TASK DETAILS -> For every line in the records below that holds "ends", make a copy.

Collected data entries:
________________
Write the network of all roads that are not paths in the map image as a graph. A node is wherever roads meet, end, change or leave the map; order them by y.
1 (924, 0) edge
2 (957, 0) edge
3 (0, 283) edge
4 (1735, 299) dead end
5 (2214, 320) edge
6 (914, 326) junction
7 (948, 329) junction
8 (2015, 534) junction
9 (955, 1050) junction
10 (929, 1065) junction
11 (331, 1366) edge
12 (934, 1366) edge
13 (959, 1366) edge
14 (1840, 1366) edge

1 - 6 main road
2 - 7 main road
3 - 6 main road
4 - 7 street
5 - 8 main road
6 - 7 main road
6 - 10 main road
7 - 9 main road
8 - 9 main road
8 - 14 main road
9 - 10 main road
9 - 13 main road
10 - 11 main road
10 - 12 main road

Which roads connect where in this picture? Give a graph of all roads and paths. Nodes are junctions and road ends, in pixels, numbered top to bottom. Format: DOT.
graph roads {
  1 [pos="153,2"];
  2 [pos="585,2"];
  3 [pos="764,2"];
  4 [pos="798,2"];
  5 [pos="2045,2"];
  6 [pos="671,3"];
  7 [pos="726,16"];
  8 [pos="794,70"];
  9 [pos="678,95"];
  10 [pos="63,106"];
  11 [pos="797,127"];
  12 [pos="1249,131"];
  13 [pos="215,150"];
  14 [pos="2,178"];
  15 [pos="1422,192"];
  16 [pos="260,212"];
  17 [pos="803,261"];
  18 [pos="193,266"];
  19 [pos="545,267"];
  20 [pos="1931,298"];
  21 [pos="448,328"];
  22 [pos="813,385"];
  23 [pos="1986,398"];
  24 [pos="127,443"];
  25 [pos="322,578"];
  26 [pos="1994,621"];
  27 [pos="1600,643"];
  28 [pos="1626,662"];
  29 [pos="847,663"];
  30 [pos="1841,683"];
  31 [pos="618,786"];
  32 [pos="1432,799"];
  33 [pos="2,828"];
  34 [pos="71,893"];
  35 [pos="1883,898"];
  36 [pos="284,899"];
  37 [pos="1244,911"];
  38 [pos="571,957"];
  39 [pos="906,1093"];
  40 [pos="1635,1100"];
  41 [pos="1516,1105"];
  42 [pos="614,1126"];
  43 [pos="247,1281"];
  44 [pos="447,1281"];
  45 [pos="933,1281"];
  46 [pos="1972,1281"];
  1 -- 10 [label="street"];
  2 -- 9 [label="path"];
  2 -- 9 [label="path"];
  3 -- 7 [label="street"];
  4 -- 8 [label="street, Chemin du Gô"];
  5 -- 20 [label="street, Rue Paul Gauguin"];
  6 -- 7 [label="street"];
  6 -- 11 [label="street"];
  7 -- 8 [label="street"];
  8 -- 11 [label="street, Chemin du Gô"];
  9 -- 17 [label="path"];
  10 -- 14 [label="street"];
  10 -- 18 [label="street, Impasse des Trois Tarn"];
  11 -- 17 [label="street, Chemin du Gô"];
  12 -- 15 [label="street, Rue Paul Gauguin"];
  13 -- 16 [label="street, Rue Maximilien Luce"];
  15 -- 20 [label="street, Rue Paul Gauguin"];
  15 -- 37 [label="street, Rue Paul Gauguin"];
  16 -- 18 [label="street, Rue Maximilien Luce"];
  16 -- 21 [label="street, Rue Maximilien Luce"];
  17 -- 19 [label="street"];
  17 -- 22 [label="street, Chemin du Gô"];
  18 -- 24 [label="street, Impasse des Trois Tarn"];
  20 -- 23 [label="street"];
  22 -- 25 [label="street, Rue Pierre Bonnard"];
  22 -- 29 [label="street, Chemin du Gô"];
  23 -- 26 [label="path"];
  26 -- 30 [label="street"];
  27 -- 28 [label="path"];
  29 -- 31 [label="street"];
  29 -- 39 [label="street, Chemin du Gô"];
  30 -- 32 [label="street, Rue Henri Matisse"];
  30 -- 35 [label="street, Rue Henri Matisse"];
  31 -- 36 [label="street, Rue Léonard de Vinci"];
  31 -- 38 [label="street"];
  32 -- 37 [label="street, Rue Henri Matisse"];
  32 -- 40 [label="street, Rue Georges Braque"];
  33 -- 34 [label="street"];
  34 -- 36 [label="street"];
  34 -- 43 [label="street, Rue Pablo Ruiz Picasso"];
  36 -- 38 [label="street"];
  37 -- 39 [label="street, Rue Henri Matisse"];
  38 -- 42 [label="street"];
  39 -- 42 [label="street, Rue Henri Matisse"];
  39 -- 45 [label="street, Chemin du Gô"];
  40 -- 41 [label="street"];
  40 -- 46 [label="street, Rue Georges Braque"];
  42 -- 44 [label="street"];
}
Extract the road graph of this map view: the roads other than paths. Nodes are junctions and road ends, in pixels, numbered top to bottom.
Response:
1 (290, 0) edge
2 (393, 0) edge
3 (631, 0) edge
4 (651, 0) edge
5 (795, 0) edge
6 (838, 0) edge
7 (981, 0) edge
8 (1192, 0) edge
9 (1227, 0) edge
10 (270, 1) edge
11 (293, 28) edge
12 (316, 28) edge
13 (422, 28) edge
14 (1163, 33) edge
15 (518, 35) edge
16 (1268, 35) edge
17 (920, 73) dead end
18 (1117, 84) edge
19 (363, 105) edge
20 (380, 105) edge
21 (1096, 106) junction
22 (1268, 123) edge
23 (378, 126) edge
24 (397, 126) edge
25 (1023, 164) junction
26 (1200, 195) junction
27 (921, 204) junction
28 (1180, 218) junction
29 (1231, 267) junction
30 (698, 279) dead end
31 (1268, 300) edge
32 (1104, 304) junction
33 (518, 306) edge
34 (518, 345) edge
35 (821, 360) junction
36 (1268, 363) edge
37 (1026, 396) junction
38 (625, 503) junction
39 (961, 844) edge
________________
EXERCISE OUTPUT ->
Which roads connect where in this picture? Give a graph of all roads and paths. Nodes are junctions and road ends, in pixels, numbered top to bottom. Format: DOT.
Extract the road graph of this map view: the roads other than paths. Nodes are junctions and road ends, in pixels, numbered top to bottom.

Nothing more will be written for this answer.